When modeling the raw, unclassified target variable (open_close_diff), the predicted values produced had all been very close to 0, even when the exogenous variable had been scaled (s1_scaled & s2_scaled) and when the exogenous variable had all tweets with sentiment score 0 removed (s1_no_0 & s2_no_0). In order to usable predictions, the actual open_close_diff values were classified as follows: - Actual value < 0, becomes -1 - Actual value = 0, becomes 0 - Actual value > 0, becomes 1 The prediction values were also reclassified: - Predicition value < 0, becomes -1 - Predicition value = 0, becomes 0 - Prediction value > 0, becomes 1

Reclassification_code.png

Although the model will be created using the actual open and closing differences, the results will be readable in the same way that the results for the target variable pos_neg are.

After recalssifying the actua and predicted values, the precision for each class and confusion matrix for each class can be viewed.

Results

After running the models it was clear that this was best kept as a classification problem; Will the stock open tomorrow at a higher price than today's close?

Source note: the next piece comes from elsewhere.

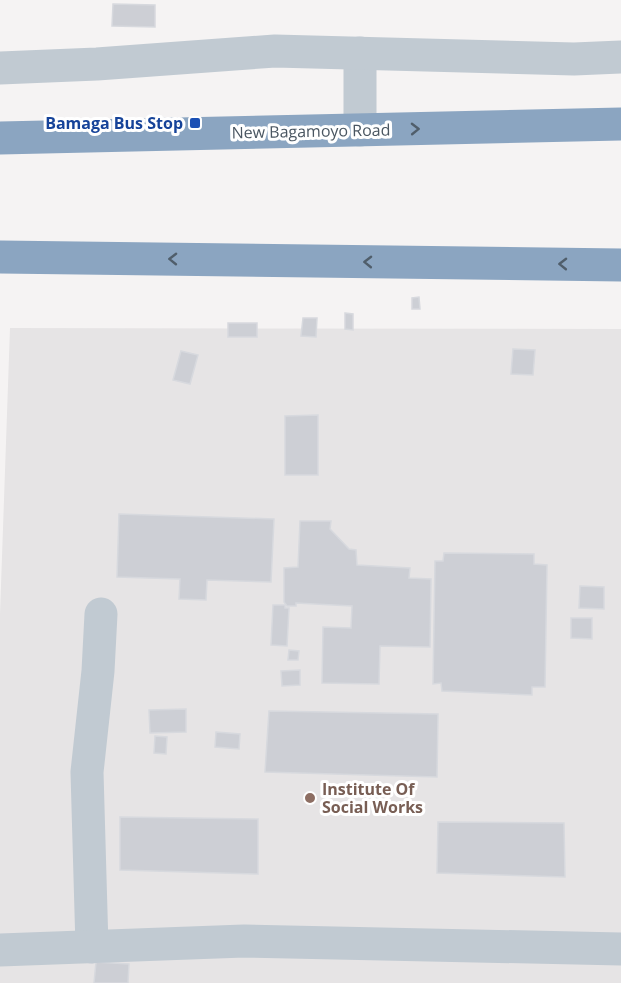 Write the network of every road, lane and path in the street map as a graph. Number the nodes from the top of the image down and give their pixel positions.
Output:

Using a SARIMAX model each sentiment feauture was used as an exogenous factor to predict the difference between the opening price and the prior day's closing price (open_close_diff) and whether that difference would be positive or negative (pos_neg).

The Best Model

Best Target Feature: open_close_diff Best Exogneous Feature: sentiment_1 Best Model: ARIMAX(open_close_diff, sentiment_1), order =(3,1,4)

Predict that the stock will open tomorrow at a lower price than today’s closing price: Precision: 0.47457627

Predict that the stock will open tomorrow at the same price as today’s closing price: Precision: 0.0

Predict that the stock will open tomorrow at a higher price than today’s closing price: Precision: 0.54054054

Final_confusion_matrix.png

Out of the 37 times the model predicted that there would be an increase from one day’s closing price and the following day’s opening price, it was correct 20 times

If you were to collect tweets using TWINT containing the words ‘tesla’ and ‘tsla’ from 12:00 AM and 3:55 PM and use Vader to compute a daily sentiment score and use an ARIMAX model, you could determine if the price of the stock will open at a higher price than the close price with 54% precision. If you were to buy the stock at about closing price right before the market closes 100 times, you would make a profit 54 times.

Final Model Adjustments

After reviewing predictions from all models, it is clear that there is some form of bias to each model, either they are over predicting positive values or they are over predicting negative values. In the final model, the model is over-predicting days when the open_close_diff is negative.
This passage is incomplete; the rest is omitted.